Now at 47-years-old, she appears much, much older than her actual age. Public humiliation is the likely culprit for her premature aging. Upon hearing her full story though, one possible reason for her haggard appearance could be due to a lifetime spent harboring bitterness and unforgiveness toward her mother.

She credits her athletic downfall to her difficult childhood. She places much of the blame on her alcoholic mother whom she has yet to forgive and wants nothing to do with. Her hatred was quite palpable, practically spitting through the air waves into my living room.

This athlete may have gained physical or emotional strength for surviving her upbringing on “the wrong side of the tracks,” but it appears to have come at a cost. Her unresolved bitterness seems to have robbed her of more than outward beauty. Her unfolding story gave little indication that she’d lived a peaceful or joy-filled life.

Ephesians 4:31-32 tells us, "Let all bitterness and wrath and anger and clamor and slander be put away from you, along with all malice. Be kind to one another, tender-hearted, forgiving each other, just as God in Christ also has forgiven you." 

It’s fairly impossible for us to know what another person has suffered until we’ve walked in their shoes. No doubt this Olympian suffered much. Her story haunts me, moving me with compassion and prayer on her behalf. Hopefully she will eventually realize that forgiveness is rarely for the person who has hurt us, but rather for our own self-preservation and peace of mind.
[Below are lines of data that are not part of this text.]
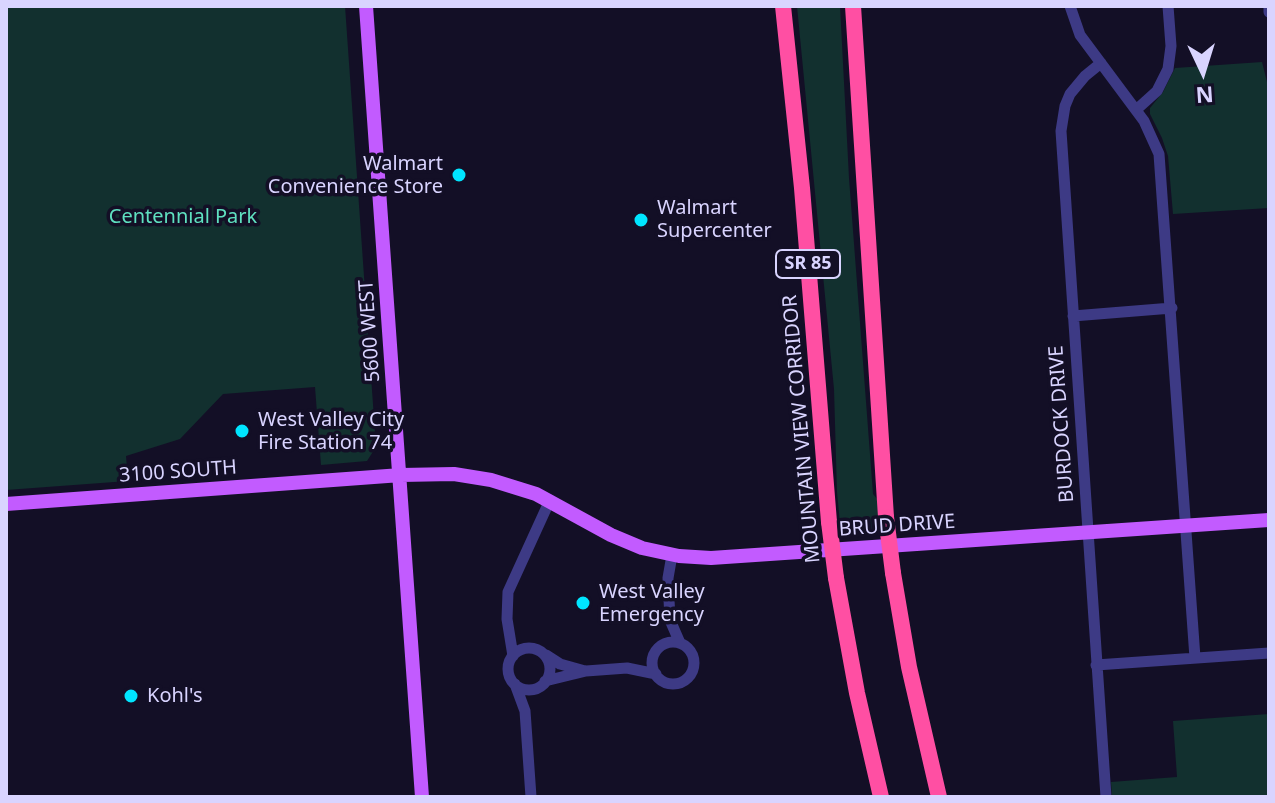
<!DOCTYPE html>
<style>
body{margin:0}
#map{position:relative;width:1275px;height:803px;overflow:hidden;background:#130f26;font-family:"Noto Sans",sans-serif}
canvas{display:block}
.frame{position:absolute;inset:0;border:8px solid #d9d4ff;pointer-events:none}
.north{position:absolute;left:1163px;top:32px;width:80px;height:80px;-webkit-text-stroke:6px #130f26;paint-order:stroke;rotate:176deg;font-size:22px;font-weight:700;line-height:32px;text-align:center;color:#d9d4ff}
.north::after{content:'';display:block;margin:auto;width:28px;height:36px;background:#d9d4ff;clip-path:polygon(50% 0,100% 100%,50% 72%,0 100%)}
</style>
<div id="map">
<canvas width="1275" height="803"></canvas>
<div class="frame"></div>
<div class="north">N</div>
</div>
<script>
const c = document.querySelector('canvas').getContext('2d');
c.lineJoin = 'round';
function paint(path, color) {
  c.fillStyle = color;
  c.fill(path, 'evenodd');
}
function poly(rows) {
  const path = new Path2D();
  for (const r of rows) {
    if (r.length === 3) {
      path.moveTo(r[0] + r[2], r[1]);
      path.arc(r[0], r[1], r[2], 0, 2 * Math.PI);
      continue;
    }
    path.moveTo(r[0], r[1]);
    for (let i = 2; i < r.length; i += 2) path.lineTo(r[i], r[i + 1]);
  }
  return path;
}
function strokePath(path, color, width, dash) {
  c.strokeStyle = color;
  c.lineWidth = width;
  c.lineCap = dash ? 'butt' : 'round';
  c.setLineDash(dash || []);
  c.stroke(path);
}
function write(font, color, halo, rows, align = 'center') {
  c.font = font + ' "Noto Sans",sans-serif';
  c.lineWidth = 7;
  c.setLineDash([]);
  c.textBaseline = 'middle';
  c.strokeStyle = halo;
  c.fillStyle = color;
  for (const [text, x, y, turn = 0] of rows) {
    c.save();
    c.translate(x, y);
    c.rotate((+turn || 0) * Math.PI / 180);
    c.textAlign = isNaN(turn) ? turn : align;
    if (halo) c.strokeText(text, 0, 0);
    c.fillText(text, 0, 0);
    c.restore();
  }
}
const green = poly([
 [6,6,345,6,376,447,367,461,321,465,315,387,223,394,180,439,126,456,128,481,6,490],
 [797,6,840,6,849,178,873,494,878,500,881,531,841,534,837,492,834,389],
 [1262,62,1269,90,1269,208,1173,214,1168,156,1162,138,1150,114,1150,108,1163,92,1175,68],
 [1269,714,1269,797,1112,797,1111,782,1177,777,1173,721]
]);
const minor = poly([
 [1070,6,1080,35,1144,121,1159,154,1195,658],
 [1269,6,1269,12],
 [1101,63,1085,76,1070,94,1065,106,1061,131,1106,797],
 [1136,110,1157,91,1168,69,1171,46,1168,6],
 [1073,316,1172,308],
 [672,555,668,578,670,620,680,643],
 [673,663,21],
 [529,669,21],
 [546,655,560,664,585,671],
 [513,656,507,619,508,592,550,500],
 [1096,665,1269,653],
 [545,681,586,671,627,668,656,674],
 [515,684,525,711,531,797]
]);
const major = poly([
 [366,6,422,797],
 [6,504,401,475,454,474,491,480,536,494,611,535,642,548,679,556,711,558,1269,520]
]);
const highway = poly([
 [783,6,802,188,829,522],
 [853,6,886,517],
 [893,573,909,667,939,797],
 [836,578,857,693,881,797]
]);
const highwayBridge = poly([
 [886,517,893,573],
 [829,522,836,578]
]);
const markers = [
 [459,175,8,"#00e5ff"],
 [641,220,8,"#00e5ff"],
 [242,431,8,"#00e5ff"],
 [583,603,8,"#00e5ff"],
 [131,696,8,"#00e5ff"]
];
const shields = [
 [808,264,64]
];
const shieldNames = [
 ["SR 85",808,264]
];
const poiNames = [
 ["Walmart",443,164,"right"],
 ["Convenience Store",443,187,"right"],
 ["Walmart",657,208],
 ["Supercenter",657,231],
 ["West Valley City",258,420],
 ["Fire Station 74",258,443],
 ["West Valley",599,592],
 ["Emergency",599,615],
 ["Kohl's",147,696]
];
const parkNames = [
 ["Centennial Park",183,217]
];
const streetNames = [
 ["5600 WEST",370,331,-94],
 ["BURDOCK DRIVE",1062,424,-94],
 ["MOUNTAIN VIEW CORRIDOR",802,429,-95],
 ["3100 SOUTH",178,472,-4],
 ["BRUD DRIVE",897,526,-4]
];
paint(green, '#12302f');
strokePath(minor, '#3d3a85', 11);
strokePath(major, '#c25bff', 14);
strokePath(highway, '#ff4fa3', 16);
strokePath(highwayBridge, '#ff4fa3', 16);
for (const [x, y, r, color] of markers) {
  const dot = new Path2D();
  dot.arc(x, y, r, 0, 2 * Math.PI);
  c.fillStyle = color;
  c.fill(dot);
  strokePath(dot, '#130f26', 3);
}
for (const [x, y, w] of shields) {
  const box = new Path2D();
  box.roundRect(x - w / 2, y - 14, w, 28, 6);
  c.fillStyle = '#130f26';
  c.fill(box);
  strokePath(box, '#d9d4ff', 2);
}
write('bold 18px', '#d9d4ff', null, shieldNames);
write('20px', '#d9d4ff', '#130f26', poiNames, 'left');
write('20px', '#5fe0c0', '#130f26', parkNames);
write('20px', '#d9d4ff', '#130f26', streetNames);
</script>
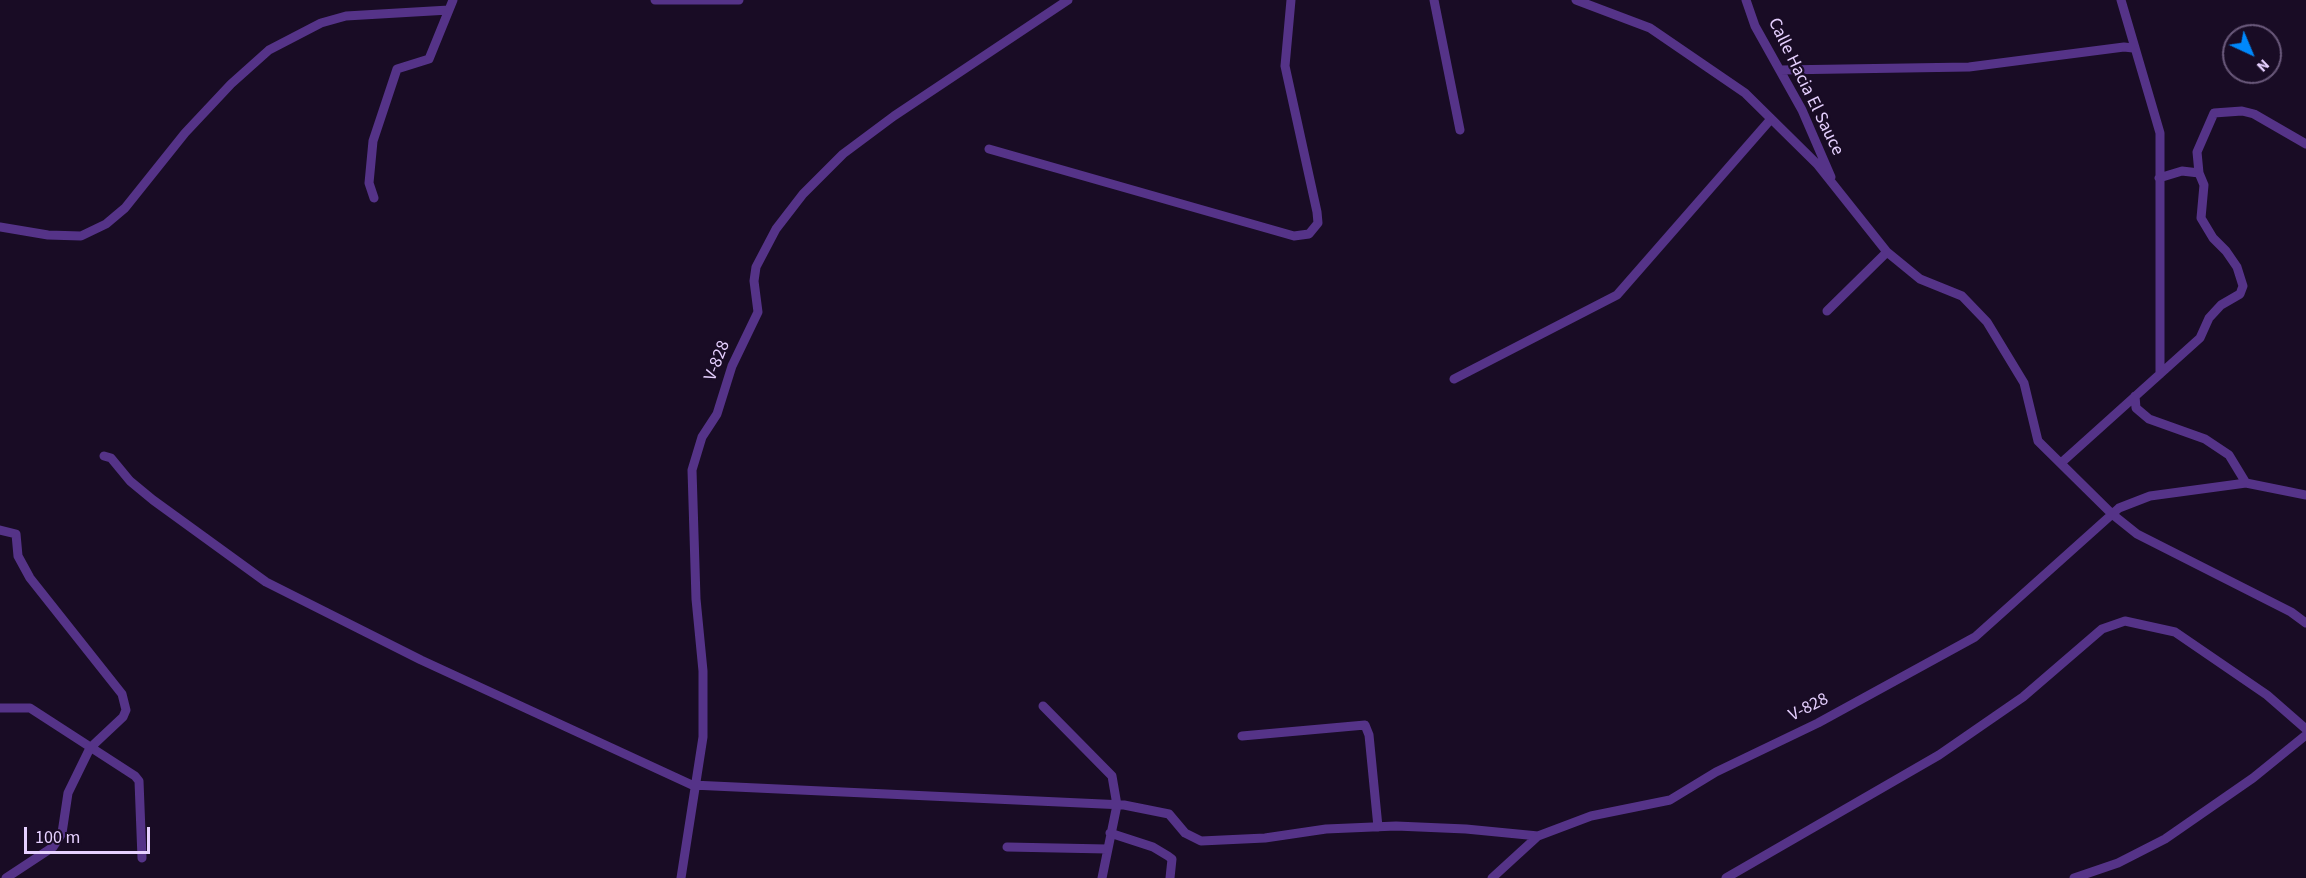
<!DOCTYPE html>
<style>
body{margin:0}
#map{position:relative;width:2306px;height:878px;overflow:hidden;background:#190c25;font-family:"Source Sans 3",sans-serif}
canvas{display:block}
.north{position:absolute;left:2222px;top:24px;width:60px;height:60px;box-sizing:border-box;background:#190c25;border:2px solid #6b5a7c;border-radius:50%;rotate:136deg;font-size:16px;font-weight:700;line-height:24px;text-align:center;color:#e6d0ff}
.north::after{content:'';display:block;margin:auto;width:21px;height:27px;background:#0088fb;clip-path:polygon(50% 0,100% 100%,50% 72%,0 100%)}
.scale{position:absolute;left:24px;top:827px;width:126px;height:27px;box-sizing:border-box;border:3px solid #e6d0ff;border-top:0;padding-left:8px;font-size:18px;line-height:21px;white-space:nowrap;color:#e6d0ff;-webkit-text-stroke:4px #190c25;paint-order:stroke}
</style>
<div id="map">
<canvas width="2306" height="878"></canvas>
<div class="north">N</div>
<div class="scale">100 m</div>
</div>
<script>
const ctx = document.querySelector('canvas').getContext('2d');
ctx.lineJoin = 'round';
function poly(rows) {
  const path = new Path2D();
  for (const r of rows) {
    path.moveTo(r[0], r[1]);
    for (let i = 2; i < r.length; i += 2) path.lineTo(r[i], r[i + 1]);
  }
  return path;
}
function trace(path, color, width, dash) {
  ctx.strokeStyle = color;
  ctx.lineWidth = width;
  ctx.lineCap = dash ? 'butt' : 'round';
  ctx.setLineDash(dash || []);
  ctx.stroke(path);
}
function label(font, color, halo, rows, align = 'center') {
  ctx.font = font + ' "Source Sans 3",sans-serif';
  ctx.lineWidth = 4.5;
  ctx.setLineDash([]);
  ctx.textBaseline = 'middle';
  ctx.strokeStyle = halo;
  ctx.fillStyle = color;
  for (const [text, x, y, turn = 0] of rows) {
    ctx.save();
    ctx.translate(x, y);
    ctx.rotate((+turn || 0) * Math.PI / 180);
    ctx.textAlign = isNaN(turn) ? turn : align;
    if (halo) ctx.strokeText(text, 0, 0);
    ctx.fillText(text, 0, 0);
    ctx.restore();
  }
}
trace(poly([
 [655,0,739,0],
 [1434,0,1460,130],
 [1576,0,1650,28,1745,93,1817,164,1887,252,1920,279,1962,296,1987,322,2024,383,2038,441,2112,514,2137,534,2291,612,2306,623],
 [1746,0,1755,26,1802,110,1831,177],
 [2121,0,2160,133,2160,374],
 [1780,70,1969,67,2124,47,2133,48],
 [989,149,1294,236,1309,234,1318,223,1317,212,1285,66,1291,0],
 [2199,173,2197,152,2214,113,2242,111,2254,114,2306,144],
 [374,198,369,183,373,141,397,69,429,59,453,0],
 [0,227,48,235,81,236,106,224,125,208,185,133,231,84,269,50,321,23,346,16,449,10],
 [1827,311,1887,252],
 [1454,379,1617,295,1771,119],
 [2135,396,2136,408,2149,419,2205,439,2229,455,2246,483],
 [104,456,111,458,130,481,153,500,266,582,421,660,692,785,1124,805,1169,814,1185,833,1201,841,1265,838,1326,829,1396,826,1466,829,1538,836],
 [2061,463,2200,338,2209,318,2221,305,2240,294,2243,286,2237,267,2226,251,2213,238,2201,218,2204,185,2199,173,2182,171,2159,178],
 [0,530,16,534,18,556,30,578,122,694,126,710,123,717,90,748,68,793,62,833,53,847,6,878],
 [1043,706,1112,776,1117,805,1102,878],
 [0,708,30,708,135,776,139,781,142,858],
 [1242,736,1365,725,1369,735,1378,827],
 [1110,833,1153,847,1168,856,1172,859,1170,878],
 [1007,847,1107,849],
 [681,878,703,737,703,671,696,599,692,470,702,437,717,414,732,366,758,312,754,281,756,267,776,229,803,194,843,154,894,116,1068,0],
 [1492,878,1538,836,1591,816,1670,800,1716,772,1818,723,1975,637,2119,508,2150,496,2246,483,2306,495],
 [1726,878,1939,755,2023,697,2102,629,2125,621,2175,632,2267,695,2306,729],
 [2074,878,2118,863,2165,839,2253,778,2306,735]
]), '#538', 9);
label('18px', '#e6d0ff', '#190c25', [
 ["Calle Hacia El Sauce",1805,87,64],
 ["V-828",718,361,-69],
 ["V-828",1809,708,-27]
]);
</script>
Bitterness and unforgiveness will eventually eat away at the fabric of our soul, stealing the joy from our heart and robbing us of a better life. Over time, unresolved anger and buried pain has the ability to make us old before our time.

Are you hurting and having a hard time forgiving someone? Why not take your pain to God and give it over to Him?

Don’t end up as a bitter beauty … “Be kind to one another, tender-hearted, forgiving each other, just as God in Christ also has forgiven you.